Abstract:Beyond its highly publicized victories in Go, there have been numerous successful applications of deep learning in information retrieval, computer vision and speech recognition. In cybersecurity, an increasing number of companies have become excited about the potential of deep learning, and have started to use it for various security incidents, the most popular being malware detection. These companies assert that deep learning (DL) could help turn the tide in the battle against malware infections. However, deep neural networks (DNNs) are vulnerable to adversarial samples, a flaw that plagues most if not all statistical learning models. Recent research has demonstrated that those with malicious intent can easily circumvent deep learning-powered malware detection by exploiting this flaw. In order to address this problem, previous work has developed various defense mechanisms that either augmenting training data or enhance model's complexity. However, after a thorough analysis of the fundamental flaw in DNNs, we discover that the effectiveness of current defenses is limited and, more importantly, cannot provide theoretical guarantees as to their robustness against adversarial sampled-based attacks.

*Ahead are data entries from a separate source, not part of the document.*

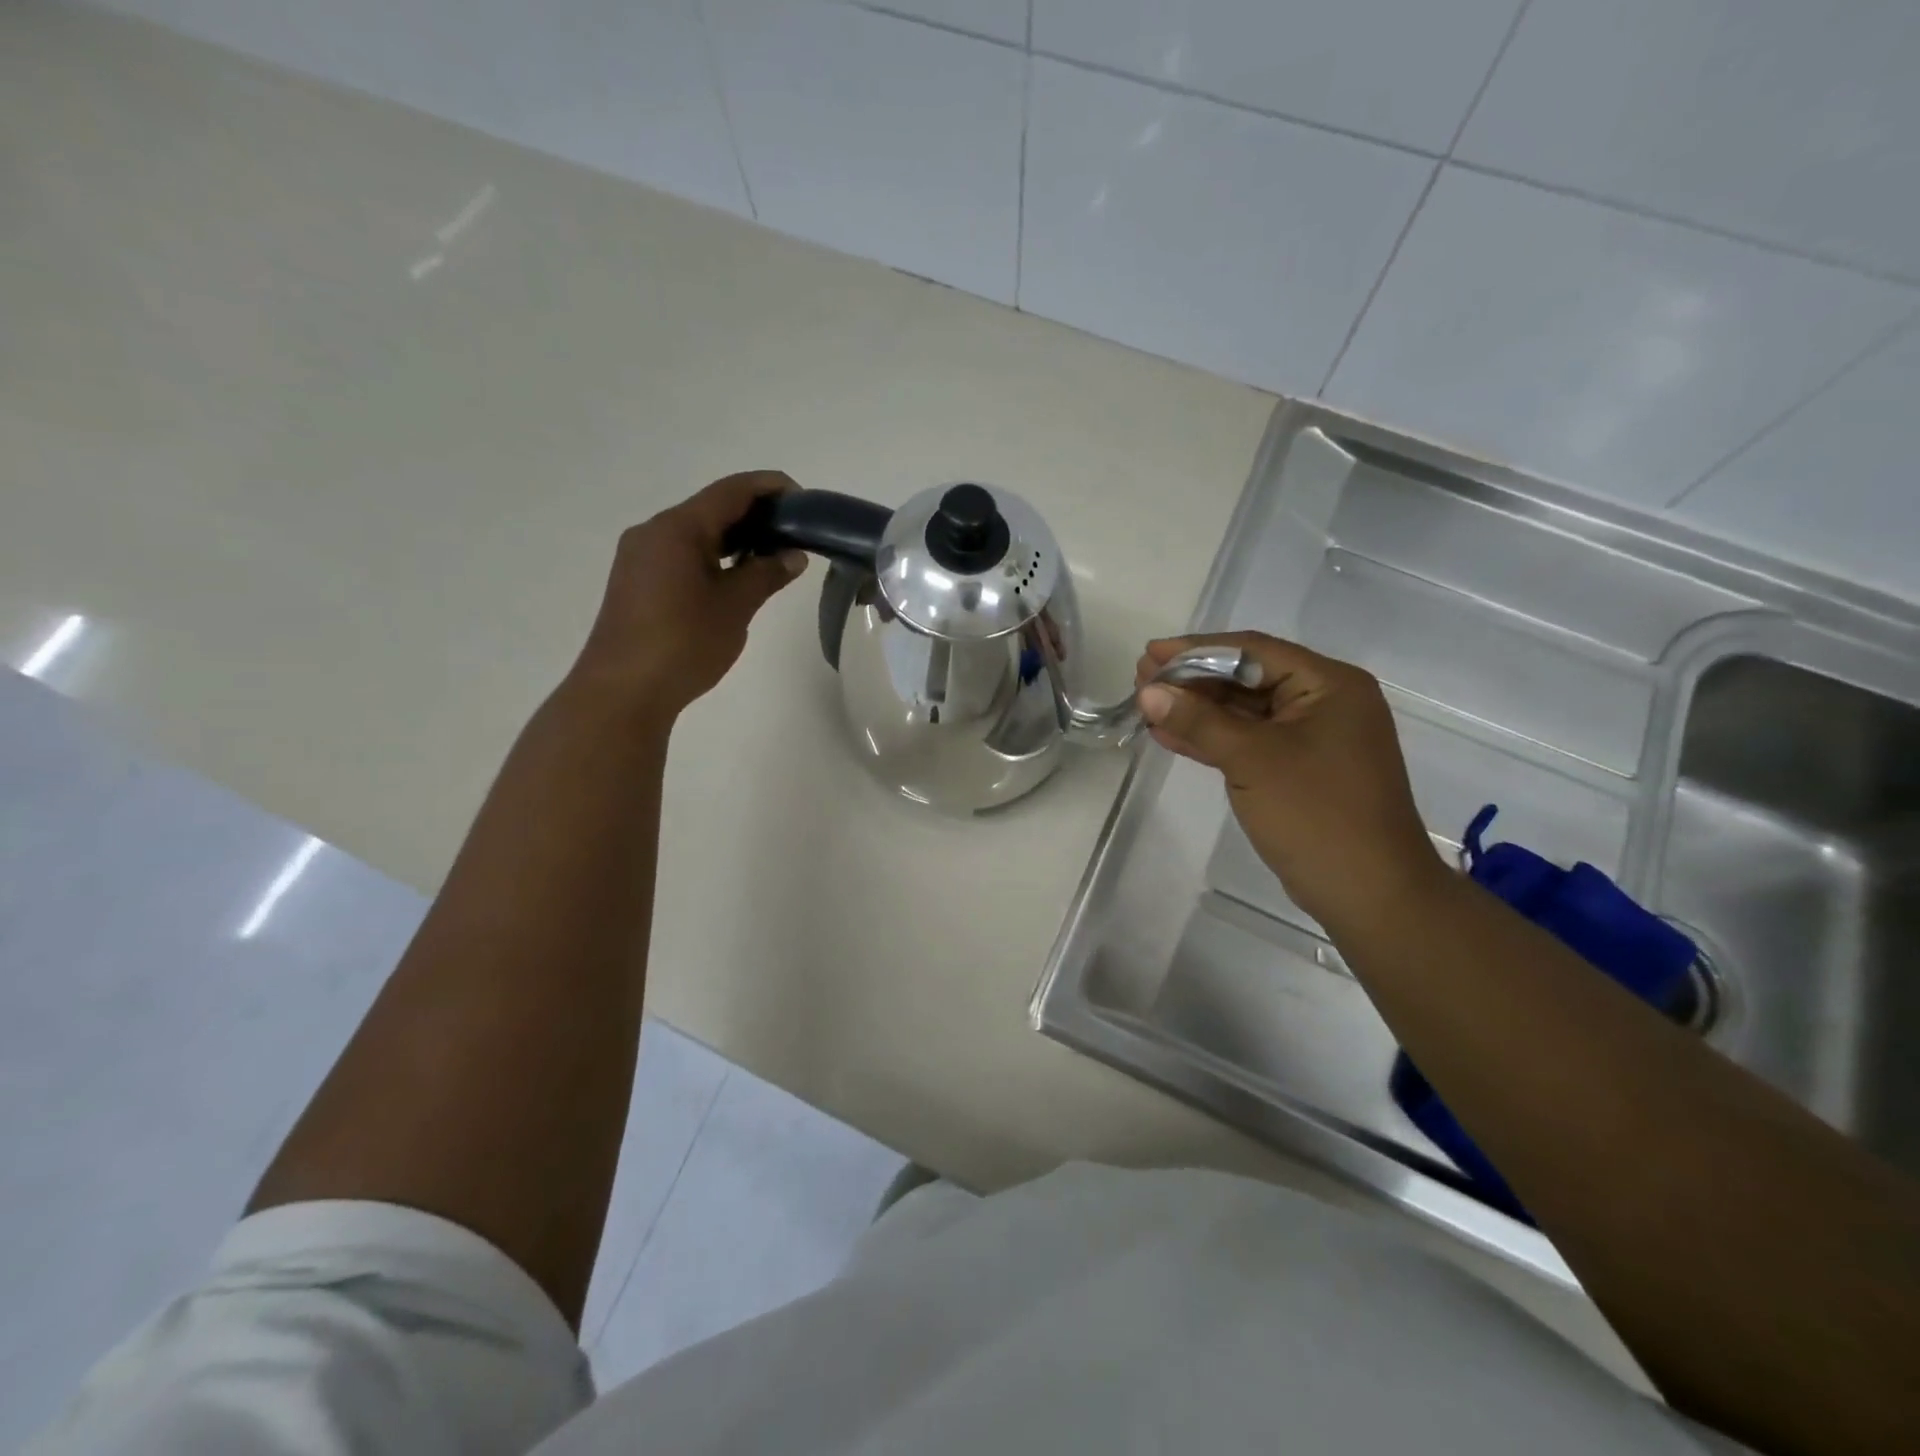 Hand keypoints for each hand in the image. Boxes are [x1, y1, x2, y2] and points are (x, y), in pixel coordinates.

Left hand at [569, 472, 808, 722]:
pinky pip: (681, 555)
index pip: (731, 491)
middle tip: (794, 533)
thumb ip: (766, 574)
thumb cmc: (683, 643)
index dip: (770, 487)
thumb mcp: (735, 607)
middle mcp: (653, 532)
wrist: (623, 691)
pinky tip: (736, 578)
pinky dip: (713, 557)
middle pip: (711, 509)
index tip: (804, 501)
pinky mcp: (636, 582)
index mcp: (677, 528)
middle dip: (755, 516)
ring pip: (695, 534)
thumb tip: (793, 555)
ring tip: (772, 557)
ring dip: (734, 539)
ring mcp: (640, 557)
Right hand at [1135, 632, 1445, 928]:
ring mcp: (1312, 738)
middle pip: (1247, 678)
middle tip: (1141, 678)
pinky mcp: (1297, 769)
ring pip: (1244, 712)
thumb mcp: (1252, 759)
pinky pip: (1248, 741)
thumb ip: (1198, 721)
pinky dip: (1212, 738)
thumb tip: (1148, 692)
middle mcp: (1324, 702)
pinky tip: (1169, 736)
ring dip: (1196, 709)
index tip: (1150, 654)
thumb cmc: (1316, 813)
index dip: (1196, 650)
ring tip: (1147, 703)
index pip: (1253, 651)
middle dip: (1193, 680)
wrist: (1368, 893)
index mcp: (1329, 684) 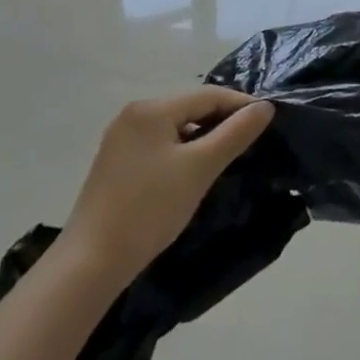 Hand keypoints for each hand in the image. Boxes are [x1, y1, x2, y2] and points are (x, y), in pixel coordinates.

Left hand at [63, 87, 274, 279]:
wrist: (90, 263)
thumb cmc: (149, 209)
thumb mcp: (200, 168)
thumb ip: (235, 133)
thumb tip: (265, 107)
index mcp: (152, 108)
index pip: (208, 95)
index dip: (241, 105)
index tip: (269, 120)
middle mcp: (133, 114)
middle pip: (190, 108)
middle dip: (221, 121)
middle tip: (251, 140)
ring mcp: (120, 139)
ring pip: (174, 128)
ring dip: (202, 138)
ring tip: (226, 157)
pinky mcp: (114, 163)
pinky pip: (158, 145)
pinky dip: (181, 152)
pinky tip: (191, 173) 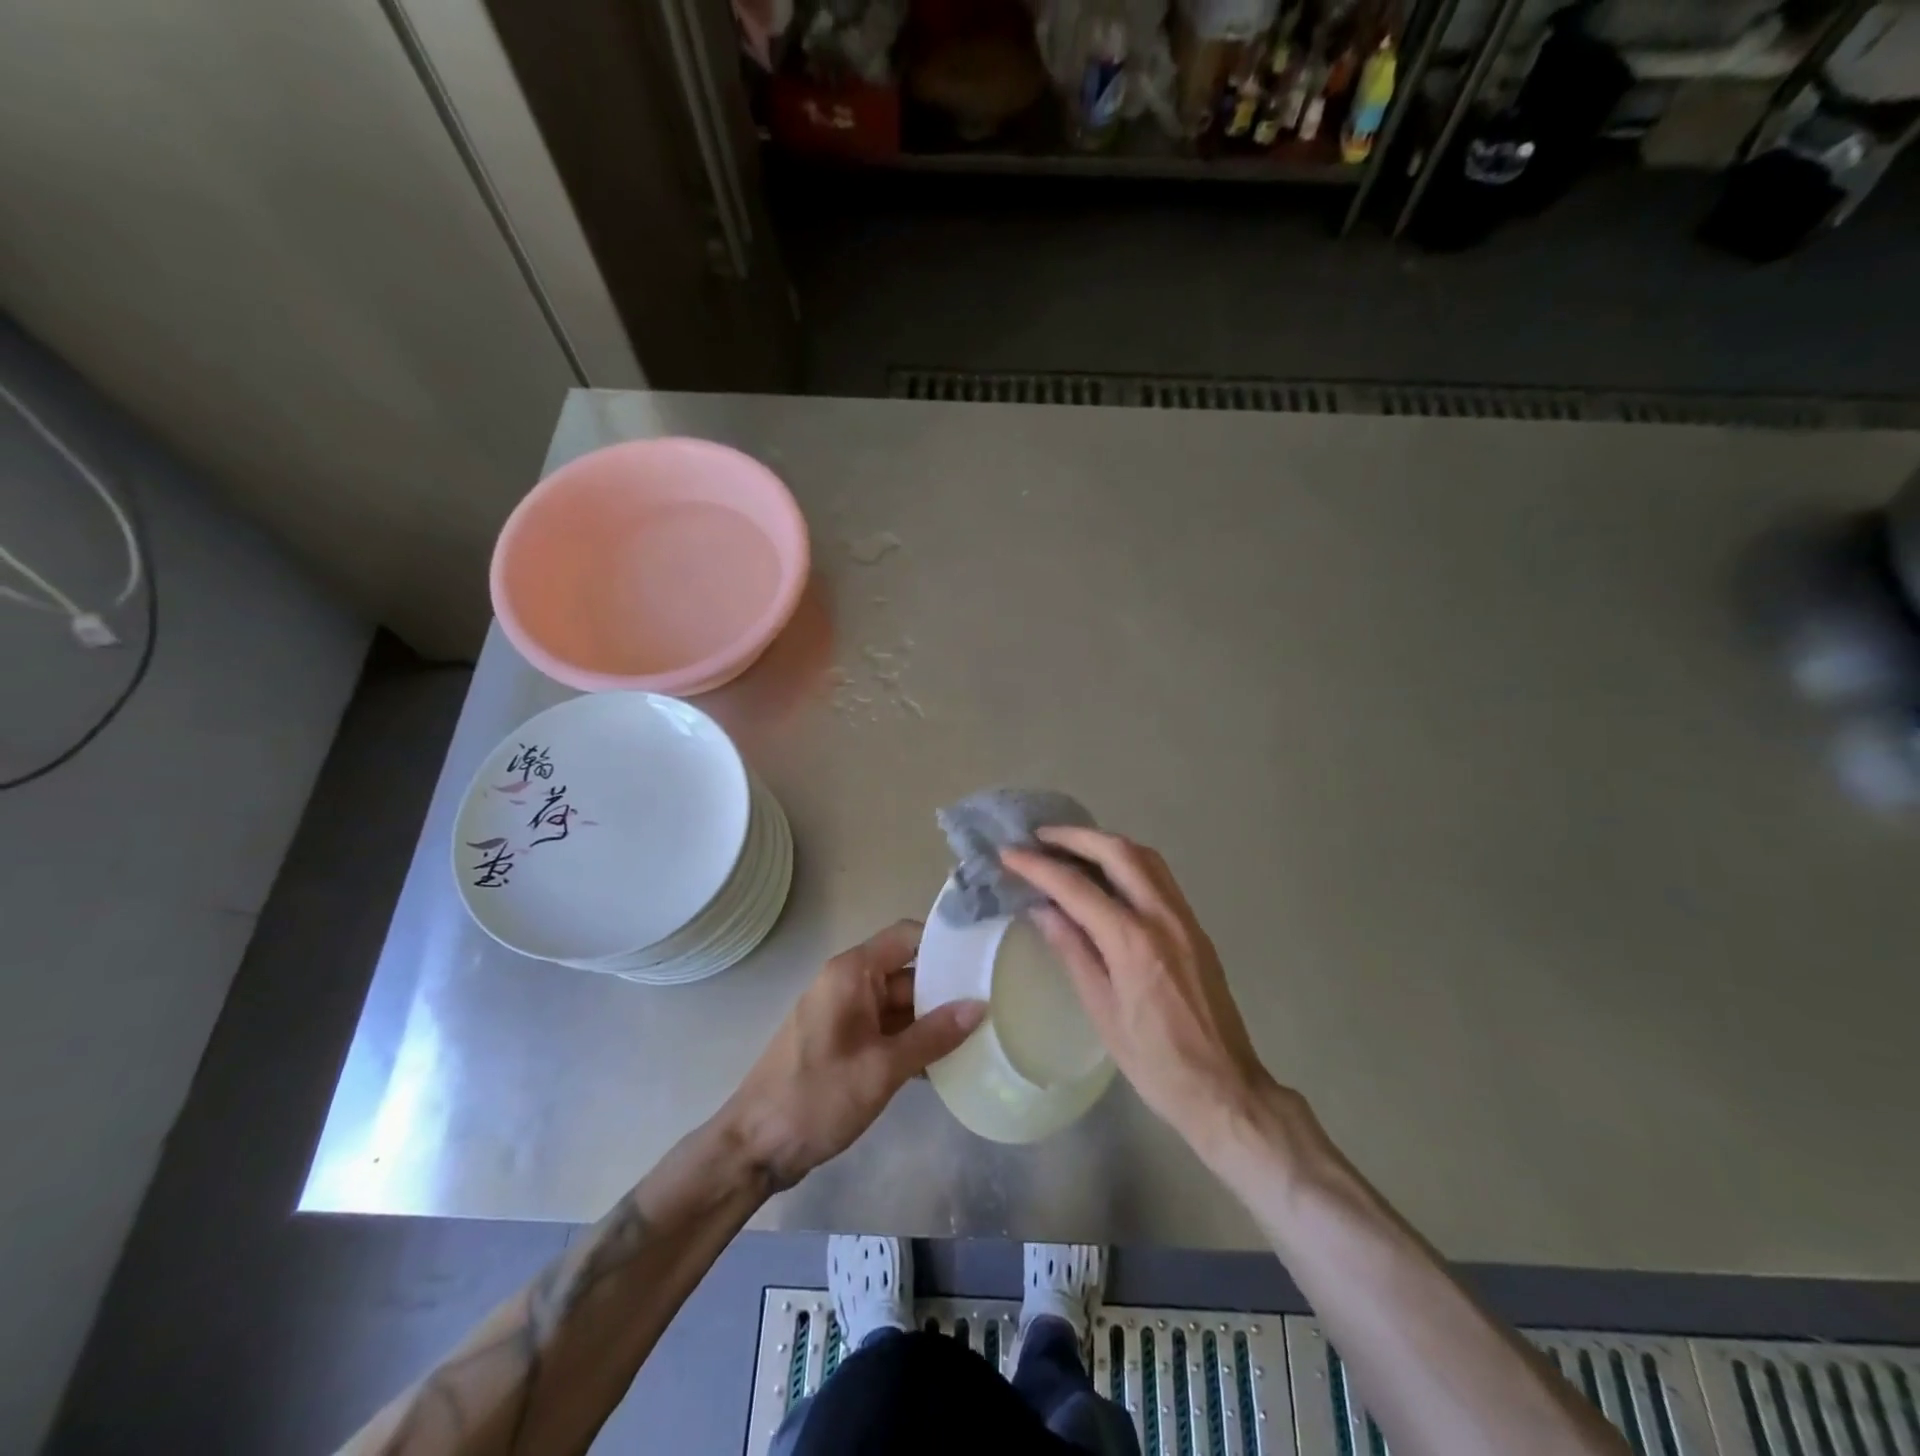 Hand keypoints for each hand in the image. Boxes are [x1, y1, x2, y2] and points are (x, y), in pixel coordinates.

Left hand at [722, 921, 985, 1190]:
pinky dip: (912, 1041)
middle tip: (994, 1004)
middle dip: (946, 989)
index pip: (908, 937)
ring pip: (900, 1004)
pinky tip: (946, 1065)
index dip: (945, 943)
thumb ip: (933, 1036)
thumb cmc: (816, 1098)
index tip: (984, 959)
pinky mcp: (844, 1041)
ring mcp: (845, 1013)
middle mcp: (849, 983)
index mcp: (852, 973)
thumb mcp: (881, 1069)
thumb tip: (979, 1005)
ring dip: (933, 1021)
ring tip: (981, 1034)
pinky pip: (887, 1029)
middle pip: (908, 972)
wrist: (755, 1147)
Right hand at [1001, 829, 1275, 1148]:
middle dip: (1075, 837)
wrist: (1225, 1089)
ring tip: (1070, 847)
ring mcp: (1184, 918)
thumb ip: (1073, 951)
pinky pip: (1159, 876)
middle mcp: (1162, 916)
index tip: (1009, 853)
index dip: (1038, 867)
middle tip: (1039, 837)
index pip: (1076, 888)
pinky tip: (1107, 875)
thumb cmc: (1154, 1062)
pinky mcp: (1195, 927)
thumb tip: (1043, 909)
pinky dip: (1128, 861)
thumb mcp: (1102, 1012)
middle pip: (1118, 852)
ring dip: (1105, 843)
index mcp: (1133, 941)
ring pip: (1145, 857) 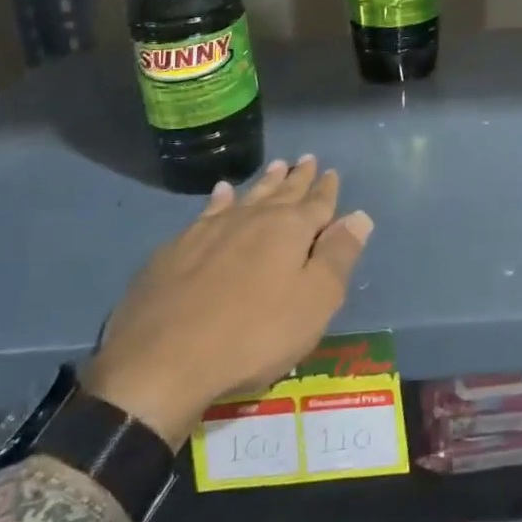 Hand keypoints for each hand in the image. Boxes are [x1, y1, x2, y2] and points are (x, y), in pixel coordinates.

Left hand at [82, 157, 373, 445]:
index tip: (331, 172)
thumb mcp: (314, 303)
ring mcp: (211, 230)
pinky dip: (221, 199)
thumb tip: (359, 216)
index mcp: (290, 230)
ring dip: (264, 182)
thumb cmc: (253, 335)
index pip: (317, 203)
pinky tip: (221, 193)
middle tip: (306, 159)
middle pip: (282, 192)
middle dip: (297, 177)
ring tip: (275, 166)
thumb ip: (338, 256)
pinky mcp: (176, 248)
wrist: (162, 362)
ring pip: (247, 196)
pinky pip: (208, 211)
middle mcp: (253, 218)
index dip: (327, 189) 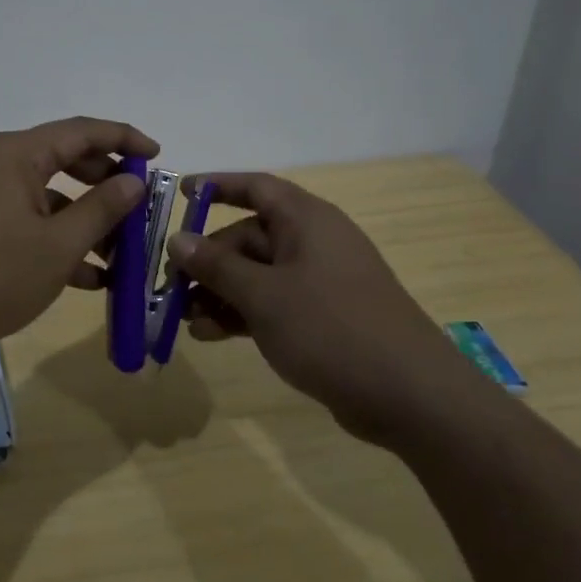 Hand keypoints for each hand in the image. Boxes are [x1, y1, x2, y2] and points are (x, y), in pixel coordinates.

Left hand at [0, 117, 158, 360]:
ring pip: (46, 196)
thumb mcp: (57, 245)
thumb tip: (133, 180)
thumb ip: (102, 209)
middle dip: (106, 185)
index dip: (124, 139)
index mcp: (16, 154)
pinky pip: (24, 220)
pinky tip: (85, 277)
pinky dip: (54, 239)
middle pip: (64, 160)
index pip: (82, 131)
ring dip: (83, 221)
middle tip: (139, 208)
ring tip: (120, 255)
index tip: (158, 155)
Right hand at [166, 173, 476, 440]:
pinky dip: (242, 314)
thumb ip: (217, 266)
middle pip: (249, 237)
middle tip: (171, 286)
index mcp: (306, 220)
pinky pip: (272, 303)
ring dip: (219, 293)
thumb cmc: (331, 328)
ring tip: (183, 319)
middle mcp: (313, 243)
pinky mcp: (323, 317)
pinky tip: (210, 335)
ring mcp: (319, 282)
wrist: (409, 395)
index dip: (217, 186)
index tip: (179, 195)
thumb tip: (178, 239)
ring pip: (257, 275)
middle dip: (208, 260)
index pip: (255, 187)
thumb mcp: (263, 295) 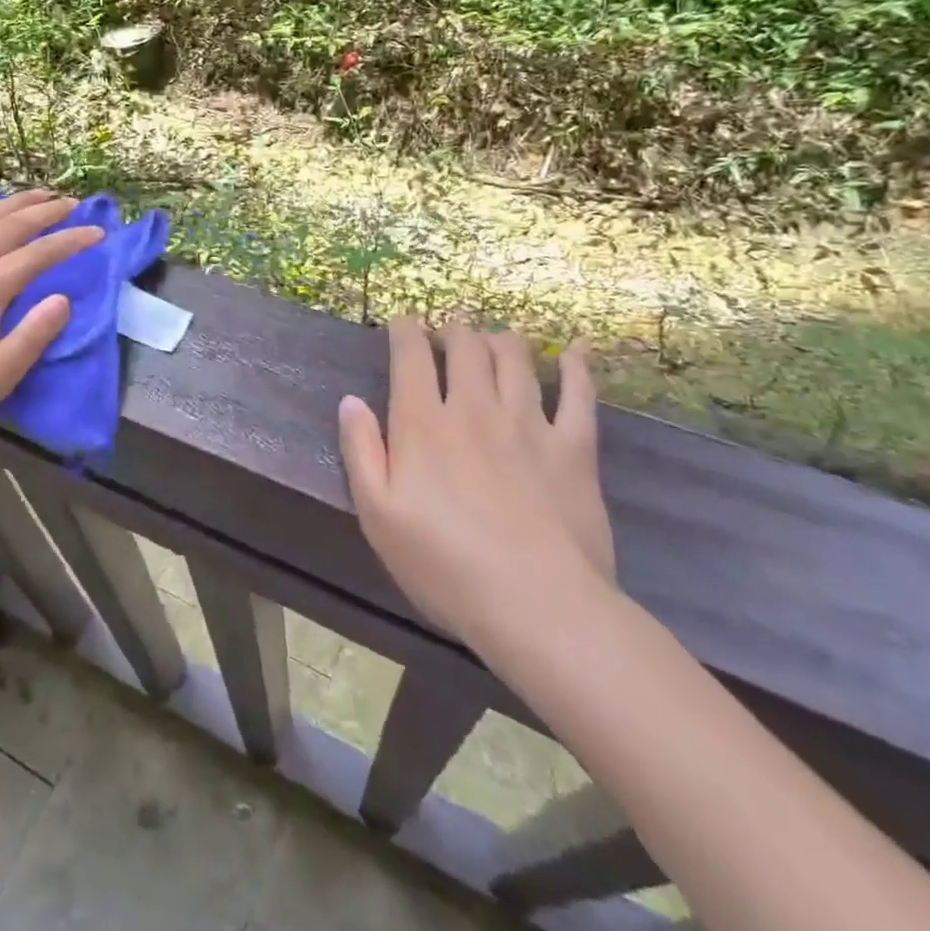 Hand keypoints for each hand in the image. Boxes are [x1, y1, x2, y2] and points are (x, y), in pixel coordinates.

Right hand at [338, 321, 614, 655]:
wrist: (536, 606)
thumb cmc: (444, 565)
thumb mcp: (378, 515)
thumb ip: (361, 451)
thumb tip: (350, 401)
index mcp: (424, 423)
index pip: (411, 355)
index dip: (405, 330)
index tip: (402, 324)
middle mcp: (475, 408)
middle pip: (465, 345)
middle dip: (452, 330)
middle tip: (446, 336)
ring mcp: (529, 423)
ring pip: (515, 357)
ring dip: (500, 339)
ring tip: (493, 341)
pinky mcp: (574, 447)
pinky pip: (579, 392)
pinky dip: (576, 365)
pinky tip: (574, 350)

As such, we propose a new adversary resistant technique that obstructs attackers from constructing impactful adversarial samples by randomly nullifying features within samples. In this work, we evaluate our proposed technique against a real world dataset with 14,679 malware variants and 17,399 benign programs. We theoretically validate the robustness of our technique, and empirically show that our technique significantly boosts DNN robustness to adversarial samples while maintaining high accuracy in classification. To demonstrate the general applicability of our proposed method, we also conduct experiments using the MNIST and CIFAR-10 datasets, generally used in image recognition research.